Sepsis-associated coagulopathy is a complex syndrome and the differentiation between patients exhibiting only sepsis without any coagulopathy can be readily made by including the DIC score to classify these patient groups. In the current study, the DIC scores were calculated for the entire cohort. The patients included in this study all exhibited coagulopathy, and regardless of the overt or nonovert classification, had an elevated DIC score of 3 or greater. Thus, all of these patients were predisposed to coagulopathy, which was associated with elevation of various inflammatory biomarkers. Therefore, simultaneous activation of coagulation and inflammation is a characteristic of this syndrome.

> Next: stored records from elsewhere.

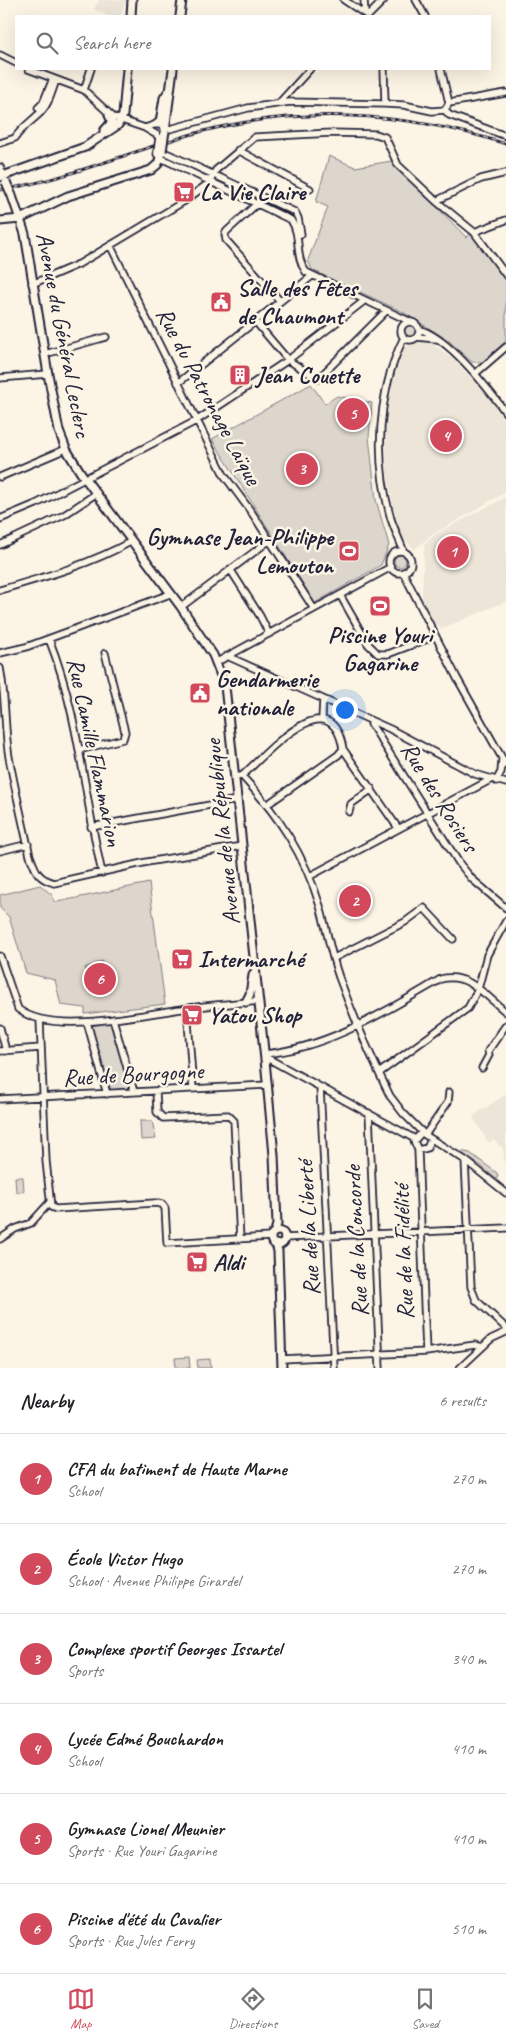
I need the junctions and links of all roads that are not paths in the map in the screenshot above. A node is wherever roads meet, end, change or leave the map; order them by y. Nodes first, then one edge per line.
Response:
1 (132, 0) edge
2 (182, 0) edge
3 (344, 0) edge
4 (364, 0) edge
5 (384, 0) edge
6 (416, 0) edge
7 (131, 15) edge
8 (180, 15) edge
9 (367, 15) edge
10 (424, 15) edge
11 (0, 55) edge
12 (15, 62) edge
13 (31, 70) edge
14 (91, 70) edge
15 (127, 70) edge
16 (173, 70) edge
17 (309, 70) edge
18 (384, 70) edge
19 (441, 70) edge
20 (55, 79) junction
21 (84, 90) junction
22 (170, 91) junction
23 (506, 92) edge
24 (280, 102) junction
25 (449, 103) junction
26 (385, 104) junction
27 (38, 108) dead end
28 (445, 110) junction
29 (109, 115) junction
30 (120, 120) junction
31 (157, 124) junction
32 (145, 128) junction
33 (165, 130) junction
34 (506, 136) edge
35 (93, 143) junction
36 (0, 144) edge
37 (238, 150) junction
38 (160, 154) junction
39 (0, 167) edge
40 (506, 173) edge
41 (212, 177) junction
42 (3, 178) edge
43 (310, 189) dead end
44 (263, 198) junction
45 (436, 202) junction
46 (258, 203) junction
47 (20, 219) junction
48 (506, 220) edge
49 (0, 221) edge
50 (474, 232) junction
51 (110, 247) junction
52 (504, 269) edge
53 (506, 275) edge
54 (312, 276) junction
55 (32, 284) junction
56 (364, 300) junction
57 (280, 301) junction
58 (386, 311) junction
59 (396, 316) junction
60 (255, 321) junction
61 (411, 322) junction
62 (402, 327) junction
63 (419, 329) junction
64 (106, 337) dead end
65 (418, 337) junction
66 (404, 338) junction
67 (438, 340) junction
68 (506, 347) edge
69 (45, 354) junction
70 (288, 360) junction
71 (476, 373) junction
72 (48, 374) junction
73 (0, 378) edge
74 (178, 383) junction
75 (506, 414) edge
76 (196, 421) junction
77 (66, 449) junction
78 (0, 477) edge
79 (85, 478) junction
80 (97, 493) junction
81 (0, 518) edge
82 (397, 535) junction
83 (270, 540) junction
84 (132, 541) junction
85 (0, 545) edge
86 (394, 552) junction
87 (404, 552) junction
88 (391, 567) junction
89 (230, 570) junction
90 (404, 572) junction
91 (0, 590) edge
92 (170, 594) junction
93 (340, 595) junction
94 (181, 607) junction
95 (314, 609) junction
96 (269, 634) junction
97 (435, 636) junction
98 (49, 639) junction
99 (0, 653) edge
100 (105, 653) dead end
101 (227, 656) junction
102 (217, 662) junction
103 (0, 668) edge
104 (323, 700) junction
105 (322, 719) junction
106 (372, 721) junction
107 (343, 749) junction
108 (80, 750) junction
109 (502, 760) junction
110 (506, 765) edge
111 (504, 771) edge
112 (239, 776) junction
113 (493, 780) junction
114 (506, 783) edge
115 (372, 789) junction
116 (237, 800) junction
117 (268, 804) junction
118 (349, 812) dead end
119 (427, 812) junction
120 (91, 827) junction
121 (398, 828) junction
122 (28, 844) junction
123 (242, 846) junction
124 (0, 851) edge
125 (102, 873) junction
126 (310, 876) junction
127 (506, 908) edge
128 (506, 921) edge
129 (453, 938) dead end
130 (0, 956) edge
131 (334, 958) junction
132 (254, 967) junction
133 (478, 988) junction
134 (258, 1001) junction
135 (246, 1002) junction
136 (187, 1008) junction
137 (506, 1012) edge
138 (113, 1019) junction
139 (40, 1020) junction
140 (87, 1022) junction
141 (506, 1025) edge
142 (360, 1026) junction
143 (0, 1028) edge
144 (41, 1048) junction
145 (3, 1051) edge
146 (265, 1057) junction
147 (482, 1068) dead end
148 (379, 1073) junction
149 (267, 1085) junction
150 (320, 1087) junction
151 (193, 1089) junction
152 (156, 1091) junction
153 (134, 1092) junction
154 (449, 1092) dead end
155 (107, 1094) junction
156 (44, 1097) junction
157 (0, 1099) edge
158 (369, 1113) junction
159 (424, 1134) junction
160 (415, 1139) junction
161 (431, 1139) junction
162 (418, 1150) junction
163 (465, 1160) junction
164 (506, 1193) edge
165 (50, 1205) junction
166 (506, 1228) edge
167 (468, 1230) junction
168 (274, 1232) junction
169 (422, 1232) junction
170 (375, 1234) junction
171 (327, 1236) junction
172 (286, 1238) junction
173 (0, 1239) edge
174 (240, 1239) junction
175 (278, 1246) junction
176 (506, 1330) edge
177 (482, 1347) junction
178 (426, 1352) junction
179 (380, 1354) junction
180 (333, 1357) junction
181 (282, 1360) junction
182 (282, 1368) edge
183 (334, 1368) edge
184 (380, 1368) edge
185 (460, 1368) edge

1 - 7 main road
2 - 8 main road
3 - 9 street
4 - 9 street
5 - 9 street
6 - 10 street
11 - 12 street
13 - 20 street
14 - 21 street
15 - 30 main road
16 - 22 main road
17 - 24 street
18 - 26 street
19 - 25 street
20 - 21 street
20 - 27 street
20 - 36 street
21 - 29 street
22 - 31 main road
22 - 33 main road
23 - 25 street
24 - 26 street
24 - 33 street
25 - 28 street
26 - 28 street
28 - 34 street
29 - 30 street
29 - 35 main road
30 - 32 street
30 - 35 main road
31 - 32 street
31 - 33 street
32 - 38 street, bridge
33 - 38 main road, bridge
35 - 42 main road
37 - 41 street
37 - 43 street
37 - 45 street
38 - 41 street
38 - 47 main road
39 - 42 street
40 - 45 street
41 - 44 street
41 - 46 street
41 - 51 street
42 - 47 main road, Avenue du Général Leclerc, bridge
44 - 46 street
44 - 54 street
45 - 50 street
46 - 54 street
46 - 57 street
47 - 49 main road
47 - 55 main road, Avenue du Général Leclerc
48 - 50 street
50 - 52 street
51 - 55 street
51 - 74 street, Rue du Patronage Laïque
52 - 53 street
54 - 56 street
54 - 57 street
55 - 69 main road, Avenue du Général Leclerc
56 - 58 street
56 - 70 street
57 - 60 street
58 - 59 street
58 - 70 street
59 - 61 street
59 - 62 street
60 - 70 street
60 - 74 street
61 - 62 street
61 - 63 street
62 - 66 street
63 - 65 street
63 - 67 street
64 - 69 street
65 - 66 street
65 - 67 street
66 - 82 street
67 - 71 street
68 - 71 street
69 - 72 main road, Avenue du Général Leclerc
70 - 76 street
71 - 75 street
72 - 73 street
72 - 77 main road, Avenue du Général Leclerc
74 - 76 street, Rue du Patronage Laïque
76 - 79 street
76 - 83 street, Rue du Patronage Laïque
77 - 78 street
77 - 79 main road, Avenue du Général Leclerc
79 - 80 main road, Avenue de la République
79 - 81 street
80 - 84 main road, Avenue de la République
80 - 85 street
82 - 86 street
82 - 87 street
83 - 89 street
83 - 95 street, Rue du Patronage Laïque
84 - 91 street
84 - 92 main road, Avenue de la République
86 - 87 street
86 - 88 street
87 - 90 street
88 - 90 street
88 - 93 street
89 - 94 street
89 - 96 street
90 - 97 street
92 - 94 main road, Avenue de la République
92 - 98 street
93 - 95 street
93 - 97 street
94 - 102 main road, Avenue de la République
95 - 96 street
96 - 101 street
97 - 109 street
98 - 99 street
98 - 108 street, Rue Camille Flammarion
100 - 108 street
101 - 102 street
101 - 104 street
102 - 112 main road, Avenue de la République
103 - 122 street
104 - 105 street
104 - 106 street
105 - 107 street
105 - 112 street
106 - 113 street
106 - 119 street, Rue des Rosiers
107 - 115 street
107 - 117 street
108 - 120 street, Rue Camille Flammarion
109 - 110 street
109 - 111 street
111 - 113 street
112 - 116 main road, Avenue de la République
112 - 117 street
113 - 114 street
113 - 119 street
115 - 118 street
115 - 121 street
116 - 120 street
116 - 123 main road, Avenue de la République
117 - 126 street
119 - 121 street
119 - 127 street, Rue des Rosiers
120 - 125 street, Rue Camille Flammarion
121 - 126 street
122 - 124 street
122 - 125 street
123 - 125 street
123 - 132 main road, Avenue de la République
126 - 131 street
128 - 133 street
129 - 131 street
130 - 139 street
131 - 142 street
132 - 134 main road, Avenue de la République
132 - 135 main road
133 - 137 street
133 - 142 street
133 - 148 street
134 - 135 street
134 - 146 main road, Avenue de la République
135 - 136 street
136 - 138 street
136 - 151 street
138 - 140 street
138 - 153 street
139 - 140 street
139 - 144 street
140 - 155 street
141 - 147 street
142 - 146 street
142 - 148 street
143 - 145 street
144 - 145 street
144 - 156 street
146 - 149 main road, Avenue de la République
146 - 150 street
148 - 159 street
149 - 151 street, Rue de Bourgogne
149 - 168 main road, Avenue de la République
150 - 158 street
150 - 171 street, Rue de la Liberté
151 - 152 street, Rue de Bourgogne
152 - 153 street, Rue de Bourgogne
152 - 174 street
153 - 155 street, Rue de Bourgogne
154 - 159 street
155 - 156 street, Rue de Bourgogne
156 - 157 street, Rue de Bourgogne
156 - 165 street
158 - 160 street
158 - 170 street, Rue de la Concorde
159 - 160 street
159 - 161 street
160 - 162 street
161 - 162 street
161 - 163 street
162 - 169 street, Rue de la Fidélité
163 - 164 street
163 - 167 street
165 - 173 street
165 - 174 street
166 - 167 street
167 - 169 street
167 - 176 street
168 - 172 main road
168 - 174 street
168 - 175 main road
169 - 170 street
169 - 178 street, Rue de la Fidélité
170 - 171 street
170 - 179 street, Rue de la Concorde
171 - 172 street
171 - 180 street, Rue de la Liberté
172 - 175 main road
175 - 181 main road
176 - 177 street
177 - 178 street
177 - 185 street
178 - 179 street
179 - 180 street
179 - 184 street, Rue de la Concorde
180 - 181 street
180 - 183 street, Rue de la Liberté
181 - 182 main road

In order to understand the biochemical basis of DIC, numerous factors representative of different but highly interactive physiological processes must be studied. The individual assessment of each of these factors may be prohibitive in terms of time, cost, and sample availability. As demonstrated in this study, the use of biochip assays may be able to overcome some of these practical limitations and allow for the investigation of the relationships between markers implicated in DIC. Ultimately, this may allow for the development of a biochip optimized for investigation of this disease and its diagnosis and treatment.

Acknowledgments

The authors have acknowledged the skillful assistance of the staff of the Hemostasis Research Laboratories of the Department of Pathology and the Loyola University Medical Center. The authors are thankful to Dr Eva Wojick, Chair of the Department of Pathology, for her support in facilitating this study.

Footnotes

Declaration of Conflicting Interests: The author(s) declared no potential conflicts of interest with respect to the research, authorship, and/or publication of this article.

Funding: The author(s) received no financial support for the research, authorship, and/or publication of this article.